Relay-Version: version B 2.10 5/3/83; site utzoo.UUCP
Posting-Version: version B 2.10.1 6/24/83; site fortune.UUCP
Path: utzoo!watmath!clyde!floyd!harpo!ihnp4!fortune!rpw3
From: rpw3@fortune.UUCP
Newsgroups: net.micro.68k
Subject: Re: Re: 68020 vs 16k - is the 020 worth - (nf)
Message-ID: <2459@fortune.UUCP>
Date: Tue, 7-Feb-84 04:05:09 EST
Article-I.D.: fortune.2459
Posted: Tue Feb  7 04:05:09 1984
Date-Received: Thu, 9-Feb-84 13:36:05 EST
Sender: notes@fortune.UUCP
Organization: Fortune Systems, Redwood City, CA
Lines: 83

#R:utzoo:-349300:fortune:6600011:000:4379
fortune!rpw3    Feb  6 23:15:00 1984

Please, please, please, folks... don't fall in the trap of comparing
CPU clock speeds across different machine architectures (such as
20 Mhz 68k vs. 6Mhz 16k). "It ain't that simple!" [Murphy's Law #27]

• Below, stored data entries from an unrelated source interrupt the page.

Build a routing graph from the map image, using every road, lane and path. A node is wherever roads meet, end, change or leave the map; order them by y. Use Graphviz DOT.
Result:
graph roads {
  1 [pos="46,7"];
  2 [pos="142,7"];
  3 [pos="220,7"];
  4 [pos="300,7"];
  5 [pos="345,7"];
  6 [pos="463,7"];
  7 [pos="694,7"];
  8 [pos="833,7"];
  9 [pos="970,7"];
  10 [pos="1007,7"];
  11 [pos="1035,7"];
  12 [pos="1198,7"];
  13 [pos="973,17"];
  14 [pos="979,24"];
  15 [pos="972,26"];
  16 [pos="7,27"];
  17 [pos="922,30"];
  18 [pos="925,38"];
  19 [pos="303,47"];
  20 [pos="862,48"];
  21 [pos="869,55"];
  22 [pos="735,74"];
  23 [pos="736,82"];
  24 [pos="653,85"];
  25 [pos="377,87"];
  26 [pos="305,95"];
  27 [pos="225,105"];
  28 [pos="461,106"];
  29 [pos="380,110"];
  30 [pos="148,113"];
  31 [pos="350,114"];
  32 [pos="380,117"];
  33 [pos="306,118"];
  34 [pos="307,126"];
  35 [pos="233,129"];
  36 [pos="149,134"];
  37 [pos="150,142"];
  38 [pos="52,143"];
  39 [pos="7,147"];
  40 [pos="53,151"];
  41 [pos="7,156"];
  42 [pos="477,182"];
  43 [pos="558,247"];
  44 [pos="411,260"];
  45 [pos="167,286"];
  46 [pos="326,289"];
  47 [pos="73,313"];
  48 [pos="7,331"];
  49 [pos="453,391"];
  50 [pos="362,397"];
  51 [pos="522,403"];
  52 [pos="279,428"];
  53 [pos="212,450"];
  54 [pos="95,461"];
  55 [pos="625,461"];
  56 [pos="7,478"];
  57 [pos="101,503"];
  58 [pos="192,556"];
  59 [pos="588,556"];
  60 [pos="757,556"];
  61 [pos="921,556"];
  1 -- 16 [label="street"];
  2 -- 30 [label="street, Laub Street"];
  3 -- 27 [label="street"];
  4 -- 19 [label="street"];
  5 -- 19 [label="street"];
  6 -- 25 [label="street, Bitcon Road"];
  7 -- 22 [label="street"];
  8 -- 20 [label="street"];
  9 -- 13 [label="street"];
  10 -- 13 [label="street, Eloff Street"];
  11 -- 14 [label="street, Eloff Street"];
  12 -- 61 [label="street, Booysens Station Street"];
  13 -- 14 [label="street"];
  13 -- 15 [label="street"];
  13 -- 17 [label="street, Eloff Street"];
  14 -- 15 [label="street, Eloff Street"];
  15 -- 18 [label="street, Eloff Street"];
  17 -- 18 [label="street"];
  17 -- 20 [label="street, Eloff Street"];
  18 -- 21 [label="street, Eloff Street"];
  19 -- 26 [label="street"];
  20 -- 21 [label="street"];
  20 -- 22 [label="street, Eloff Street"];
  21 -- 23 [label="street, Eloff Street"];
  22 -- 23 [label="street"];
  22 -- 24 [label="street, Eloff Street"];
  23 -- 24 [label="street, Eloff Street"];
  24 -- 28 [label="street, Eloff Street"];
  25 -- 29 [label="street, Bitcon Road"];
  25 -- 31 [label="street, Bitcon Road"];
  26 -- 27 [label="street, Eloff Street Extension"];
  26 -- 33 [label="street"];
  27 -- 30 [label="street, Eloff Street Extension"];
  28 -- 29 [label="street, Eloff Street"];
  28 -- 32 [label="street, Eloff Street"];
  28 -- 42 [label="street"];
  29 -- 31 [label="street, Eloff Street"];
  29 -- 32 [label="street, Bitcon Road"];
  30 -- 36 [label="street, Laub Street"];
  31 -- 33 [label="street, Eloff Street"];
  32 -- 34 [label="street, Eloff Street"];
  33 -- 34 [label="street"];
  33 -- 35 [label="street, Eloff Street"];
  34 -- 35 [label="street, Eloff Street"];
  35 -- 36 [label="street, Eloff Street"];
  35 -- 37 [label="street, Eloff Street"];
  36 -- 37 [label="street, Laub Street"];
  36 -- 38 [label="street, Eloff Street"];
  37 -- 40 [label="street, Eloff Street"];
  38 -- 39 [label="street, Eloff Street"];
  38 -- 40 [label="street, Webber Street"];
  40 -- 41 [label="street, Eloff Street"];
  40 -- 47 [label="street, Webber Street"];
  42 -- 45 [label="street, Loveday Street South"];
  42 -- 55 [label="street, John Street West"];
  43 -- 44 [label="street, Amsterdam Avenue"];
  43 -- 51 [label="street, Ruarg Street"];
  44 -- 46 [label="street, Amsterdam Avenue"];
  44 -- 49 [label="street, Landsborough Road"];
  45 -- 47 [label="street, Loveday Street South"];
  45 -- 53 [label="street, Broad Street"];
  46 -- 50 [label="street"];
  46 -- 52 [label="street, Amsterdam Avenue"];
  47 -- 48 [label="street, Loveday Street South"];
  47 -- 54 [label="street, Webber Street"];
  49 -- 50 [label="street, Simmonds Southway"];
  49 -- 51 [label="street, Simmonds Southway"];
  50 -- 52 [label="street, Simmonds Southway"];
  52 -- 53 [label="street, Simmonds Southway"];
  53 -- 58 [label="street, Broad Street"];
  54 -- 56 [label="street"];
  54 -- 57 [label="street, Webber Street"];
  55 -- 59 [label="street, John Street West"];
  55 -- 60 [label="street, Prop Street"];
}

The CPU clock has only to do with the internal fineness of
the particular state-machine/microcode-engine used to implement
the chip. You have to look at how many clocks it takes for a
memory cycle, AND what access time is demanded of the memory
to achieve that cycle. Comparing CPU clocks is like saying,
"My car is faster than yours because my wheels have higher RPMs."
(What's the diameter of the wheels, Ollie?)

To get valid comparisons one must normalize the CPU clock to the memory
access time and then memory cycle times can be calculated using the bus
sequence of the particular chip.  Since processor clock speeds generally
evolve more quickly than memory access times (in the marketplace), one
has to look at how well the (expensive) memory is being used.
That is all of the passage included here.